I think there several issues here: Is there a mission? Do people know there’s a mission? Are people working toward achieving the mission?
I agree that these are societal-level leadership issues. I think that modern leaders don’t talk about this simple mission, and I’m pretty sure that’s because bringing it up invites argument, a sequence of events that occurs with all missions. (I had a rule in the organizations I belonged to: never ever bring out the bylaws! :) )
I have heard Vivek speak about this problem, and I agree with him to some extent. And I’m glad he talks about it from his perch in politics. We have nothing that binds us together as a country except politics so that is where this discussion has to happen if it is to have any effect. But I would rather he recognized and talked about the mission we have rather than saying there is no common mission.
I am somewhat fanatical about the importance of an organization of any size having a shared purpose of helping others. I became fanatical about this as I was strolling around the hospital neighborhood of Boston. All of the hospitals in the neighborhood were begun by religious organizations with a strong mission. Even Mass General began that way, to help the poor.
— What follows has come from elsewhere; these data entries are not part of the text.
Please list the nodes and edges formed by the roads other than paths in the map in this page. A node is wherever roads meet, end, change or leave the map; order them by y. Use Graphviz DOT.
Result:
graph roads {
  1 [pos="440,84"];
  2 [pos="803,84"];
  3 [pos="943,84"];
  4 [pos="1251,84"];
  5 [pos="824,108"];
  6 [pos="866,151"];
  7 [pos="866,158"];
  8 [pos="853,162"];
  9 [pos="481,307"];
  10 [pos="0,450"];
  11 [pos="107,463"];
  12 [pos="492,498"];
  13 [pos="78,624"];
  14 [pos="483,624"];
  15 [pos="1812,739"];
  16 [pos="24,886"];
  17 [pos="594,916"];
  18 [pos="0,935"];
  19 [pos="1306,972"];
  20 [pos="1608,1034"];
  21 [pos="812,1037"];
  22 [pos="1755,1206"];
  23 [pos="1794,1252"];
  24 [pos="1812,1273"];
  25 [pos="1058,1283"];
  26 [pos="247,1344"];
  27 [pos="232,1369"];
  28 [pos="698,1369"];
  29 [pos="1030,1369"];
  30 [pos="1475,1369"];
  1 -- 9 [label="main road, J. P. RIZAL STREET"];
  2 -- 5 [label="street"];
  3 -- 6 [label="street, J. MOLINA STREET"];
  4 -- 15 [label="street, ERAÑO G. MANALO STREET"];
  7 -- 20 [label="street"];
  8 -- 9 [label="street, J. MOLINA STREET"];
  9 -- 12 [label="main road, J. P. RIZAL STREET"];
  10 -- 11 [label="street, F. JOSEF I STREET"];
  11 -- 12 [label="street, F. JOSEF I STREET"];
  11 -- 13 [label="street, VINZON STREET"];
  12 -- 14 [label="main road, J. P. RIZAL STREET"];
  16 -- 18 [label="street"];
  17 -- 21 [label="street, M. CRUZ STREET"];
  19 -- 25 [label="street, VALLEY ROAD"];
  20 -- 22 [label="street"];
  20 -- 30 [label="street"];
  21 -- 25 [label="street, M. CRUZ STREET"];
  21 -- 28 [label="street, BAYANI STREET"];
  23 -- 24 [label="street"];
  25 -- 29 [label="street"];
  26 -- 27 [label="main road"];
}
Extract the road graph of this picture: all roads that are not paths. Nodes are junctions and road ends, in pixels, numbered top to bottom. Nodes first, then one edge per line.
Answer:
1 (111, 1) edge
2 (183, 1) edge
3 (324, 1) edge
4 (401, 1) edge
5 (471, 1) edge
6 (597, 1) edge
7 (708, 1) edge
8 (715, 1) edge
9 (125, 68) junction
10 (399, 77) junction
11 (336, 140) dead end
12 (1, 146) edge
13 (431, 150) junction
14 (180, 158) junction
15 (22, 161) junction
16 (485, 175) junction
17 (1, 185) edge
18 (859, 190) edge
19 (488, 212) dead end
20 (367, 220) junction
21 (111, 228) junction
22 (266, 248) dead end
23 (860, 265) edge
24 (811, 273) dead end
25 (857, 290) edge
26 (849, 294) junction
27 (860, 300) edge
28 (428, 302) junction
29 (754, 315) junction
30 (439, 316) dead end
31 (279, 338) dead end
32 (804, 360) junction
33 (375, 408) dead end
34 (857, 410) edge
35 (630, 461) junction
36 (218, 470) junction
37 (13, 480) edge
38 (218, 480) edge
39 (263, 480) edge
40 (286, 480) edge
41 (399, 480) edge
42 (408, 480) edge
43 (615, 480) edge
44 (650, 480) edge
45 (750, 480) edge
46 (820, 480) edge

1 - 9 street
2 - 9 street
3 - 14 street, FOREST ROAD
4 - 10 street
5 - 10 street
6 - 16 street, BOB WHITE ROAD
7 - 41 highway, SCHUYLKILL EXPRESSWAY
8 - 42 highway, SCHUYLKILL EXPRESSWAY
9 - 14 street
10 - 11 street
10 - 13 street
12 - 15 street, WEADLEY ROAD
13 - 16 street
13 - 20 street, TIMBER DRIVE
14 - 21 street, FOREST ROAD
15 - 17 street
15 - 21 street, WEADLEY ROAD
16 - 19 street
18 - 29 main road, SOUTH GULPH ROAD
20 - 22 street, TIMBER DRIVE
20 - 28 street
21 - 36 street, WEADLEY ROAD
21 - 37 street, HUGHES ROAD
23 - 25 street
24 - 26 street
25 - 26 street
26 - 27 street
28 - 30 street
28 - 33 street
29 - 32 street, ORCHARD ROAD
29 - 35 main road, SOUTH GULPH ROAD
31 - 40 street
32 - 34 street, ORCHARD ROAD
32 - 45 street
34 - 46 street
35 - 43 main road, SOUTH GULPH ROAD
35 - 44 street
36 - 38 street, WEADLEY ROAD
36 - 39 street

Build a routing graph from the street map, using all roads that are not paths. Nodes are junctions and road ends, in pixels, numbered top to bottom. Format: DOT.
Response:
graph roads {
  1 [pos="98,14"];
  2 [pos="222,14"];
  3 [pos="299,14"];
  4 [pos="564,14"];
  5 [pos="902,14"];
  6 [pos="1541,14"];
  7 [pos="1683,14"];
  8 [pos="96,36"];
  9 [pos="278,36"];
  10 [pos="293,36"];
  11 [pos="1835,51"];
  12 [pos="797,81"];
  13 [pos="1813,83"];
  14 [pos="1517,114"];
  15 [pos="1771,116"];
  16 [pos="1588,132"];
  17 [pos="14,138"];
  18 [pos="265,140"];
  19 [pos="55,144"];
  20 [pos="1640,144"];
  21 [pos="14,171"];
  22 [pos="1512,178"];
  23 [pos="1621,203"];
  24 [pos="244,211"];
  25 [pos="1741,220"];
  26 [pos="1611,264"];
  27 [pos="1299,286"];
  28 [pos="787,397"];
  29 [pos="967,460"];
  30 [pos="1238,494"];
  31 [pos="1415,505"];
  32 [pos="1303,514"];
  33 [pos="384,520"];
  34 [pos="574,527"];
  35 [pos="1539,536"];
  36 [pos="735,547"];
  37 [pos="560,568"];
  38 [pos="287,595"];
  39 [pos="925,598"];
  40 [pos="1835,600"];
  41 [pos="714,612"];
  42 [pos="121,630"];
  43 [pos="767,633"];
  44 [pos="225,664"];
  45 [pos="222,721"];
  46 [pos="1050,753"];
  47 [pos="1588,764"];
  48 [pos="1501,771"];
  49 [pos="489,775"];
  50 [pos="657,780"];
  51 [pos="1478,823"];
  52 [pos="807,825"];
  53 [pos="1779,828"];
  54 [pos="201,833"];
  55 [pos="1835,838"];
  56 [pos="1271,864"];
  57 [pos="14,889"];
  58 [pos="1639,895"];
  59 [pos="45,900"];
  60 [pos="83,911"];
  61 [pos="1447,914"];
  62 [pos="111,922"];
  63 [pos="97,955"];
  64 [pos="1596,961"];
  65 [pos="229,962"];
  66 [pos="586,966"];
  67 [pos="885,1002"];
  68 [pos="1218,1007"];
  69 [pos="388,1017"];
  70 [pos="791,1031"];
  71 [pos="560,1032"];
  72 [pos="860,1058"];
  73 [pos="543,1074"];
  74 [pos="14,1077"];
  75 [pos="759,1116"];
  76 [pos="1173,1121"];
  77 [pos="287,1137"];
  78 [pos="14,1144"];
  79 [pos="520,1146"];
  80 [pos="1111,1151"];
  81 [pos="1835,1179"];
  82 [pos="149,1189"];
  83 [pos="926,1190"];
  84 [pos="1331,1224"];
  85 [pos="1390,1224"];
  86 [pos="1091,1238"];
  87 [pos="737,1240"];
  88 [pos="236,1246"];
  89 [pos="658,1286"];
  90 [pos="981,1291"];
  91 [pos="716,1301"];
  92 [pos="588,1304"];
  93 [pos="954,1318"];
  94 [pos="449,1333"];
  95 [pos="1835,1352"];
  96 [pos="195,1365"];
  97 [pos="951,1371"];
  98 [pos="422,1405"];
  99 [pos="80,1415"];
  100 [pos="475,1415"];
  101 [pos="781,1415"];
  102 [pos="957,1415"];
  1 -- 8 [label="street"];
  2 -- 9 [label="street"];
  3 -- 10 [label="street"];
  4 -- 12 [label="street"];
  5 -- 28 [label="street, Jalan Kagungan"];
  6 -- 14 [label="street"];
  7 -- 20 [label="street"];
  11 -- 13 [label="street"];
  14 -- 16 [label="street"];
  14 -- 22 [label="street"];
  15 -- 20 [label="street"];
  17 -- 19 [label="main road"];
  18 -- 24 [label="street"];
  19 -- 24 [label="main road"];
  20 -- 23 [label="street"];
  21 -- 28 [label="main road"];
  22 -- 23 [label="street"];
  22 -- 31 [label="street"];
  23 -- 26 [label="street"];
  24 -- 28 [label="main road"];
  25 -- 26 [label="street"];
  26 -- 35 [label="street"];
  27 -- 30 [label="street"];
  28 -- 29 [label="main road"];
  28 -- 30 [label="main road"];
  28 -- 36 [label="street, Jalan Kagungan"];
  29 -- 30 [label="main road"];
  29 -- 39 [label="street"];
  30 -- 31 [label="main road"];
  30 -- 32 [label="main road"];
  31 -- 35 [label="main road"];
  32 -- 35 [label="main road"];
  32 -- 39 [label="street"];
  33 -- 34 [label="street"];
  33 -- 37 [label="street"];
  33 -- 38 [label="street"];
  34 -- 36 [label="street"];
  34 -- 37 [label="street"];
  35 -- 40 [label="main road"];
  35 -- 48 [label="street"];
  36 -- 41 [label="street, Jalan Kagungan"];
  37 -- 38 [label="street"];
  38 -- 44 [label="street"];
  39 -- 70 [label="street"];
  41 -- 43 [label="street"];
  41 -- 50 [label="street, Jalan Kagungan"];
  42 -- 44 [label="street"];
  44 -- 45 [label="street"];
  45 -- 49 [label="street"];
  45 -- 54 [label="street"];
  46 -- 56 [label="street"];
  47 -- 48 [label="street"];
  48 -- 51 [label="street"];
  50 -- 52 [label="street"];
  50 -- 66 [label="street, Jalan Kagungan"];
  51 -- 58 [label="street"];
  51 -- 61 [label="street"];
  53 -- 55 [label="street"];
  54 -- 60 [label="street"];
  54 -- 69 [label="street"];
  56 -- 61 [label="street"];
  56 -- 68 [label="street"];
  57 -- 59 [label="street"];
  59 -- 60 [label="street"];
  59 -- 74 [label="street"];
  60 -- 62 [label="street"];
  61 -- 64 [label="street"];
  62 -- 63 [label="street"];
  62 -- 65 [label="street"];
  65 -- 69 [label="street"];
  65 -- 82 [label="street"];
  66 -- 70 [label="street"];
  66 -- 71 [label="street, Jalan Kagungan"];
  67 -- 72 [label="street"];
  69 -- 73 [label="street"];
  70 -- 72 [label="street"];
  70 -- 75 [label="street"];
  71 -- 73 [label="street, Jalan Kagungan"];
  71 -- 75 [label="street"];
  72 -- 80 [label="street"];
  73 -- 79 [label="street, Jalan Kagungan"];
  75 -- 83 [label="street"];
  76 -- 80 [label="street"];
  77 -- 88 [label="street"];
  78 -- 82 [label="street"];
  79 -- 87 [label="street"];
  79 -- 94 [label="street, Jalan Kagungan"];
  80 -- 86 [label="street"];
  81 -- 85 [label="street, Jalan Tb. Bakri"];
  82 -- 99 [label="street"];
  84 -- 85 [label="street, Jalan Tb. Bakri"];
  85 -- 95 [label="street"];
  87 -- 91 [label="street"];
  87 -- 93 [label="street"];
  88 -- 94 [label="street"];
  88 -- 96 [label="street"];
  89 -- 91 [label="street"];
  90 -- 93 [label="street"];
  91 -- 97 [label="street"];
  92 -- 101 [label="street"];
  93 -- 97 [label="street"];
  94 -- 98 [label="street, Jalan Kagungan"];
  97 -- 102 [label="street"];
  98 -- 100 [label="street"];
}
This success can be seen in education too. Northeastern University, in the hospital neighborhood although of course not a hospital, began in 1898 as a project in a rooming house of the Brits’ Boston branch of the YMCA as the Evening Institute for Young Men. Today it is one of the largest and most successful universities in the world.
The successes of these hospital and educational organizations are stupendous, truly.
To me, it is very obvious why. The mission to help others was embraced by the organization’s leadership. The followers in the organization shared that mission and wanted to succeed in it. In every single case.
When people work together to help others, they can move mountains. G-d is truly with them every step of the way.
There is (or should be) an underlying set of presuppositions that are necessary – and while displayed within politics, they are, as you identify, actually religious in origin.
In order to believe in helping others we must accept that
1: Each person has intrinsic value. This value must be from the human soul, rather than measured using utilitarian metrics – or we quickly discount or discard the old, infirm, stupid, weak, poor, etc.
2: Other people have a moral duty to help.
Both of the above are fundamental parts of Judeo-Christian beliefs. If and when society eliminates those beliefs, then it has done away with the shared mission. Which is why the Woke world rejects the mission you think we have.
They are not helping, but they think they are.
I think the mission exists. People ignore it, fail at it, and argue about it.
But I believe it exists as powerfully today as it ever has.
Are you a fan of the Feral Historian, or is this just coincidence?
Don’t know the Feral Historian…should I check him out?
Scott McNealy, former CEO of Sun Micro, responding to the weird remarks from the Allstate guy:
Why are CEOs so different than they were 30 years ago? I would never have thought it was my job to pontificate about addictions, negativity, etc. in the good old days. This isn’t tone deafness, it is startling scope creep. And well maybe tone deaf too.
A lot of it is probably herd-following; much of it is probably due to pressure from spouses and children.
I just checked my list of people from whom to take moral and ethical guidance, and Allstate CEO Tom Wilson didn’t make the cut.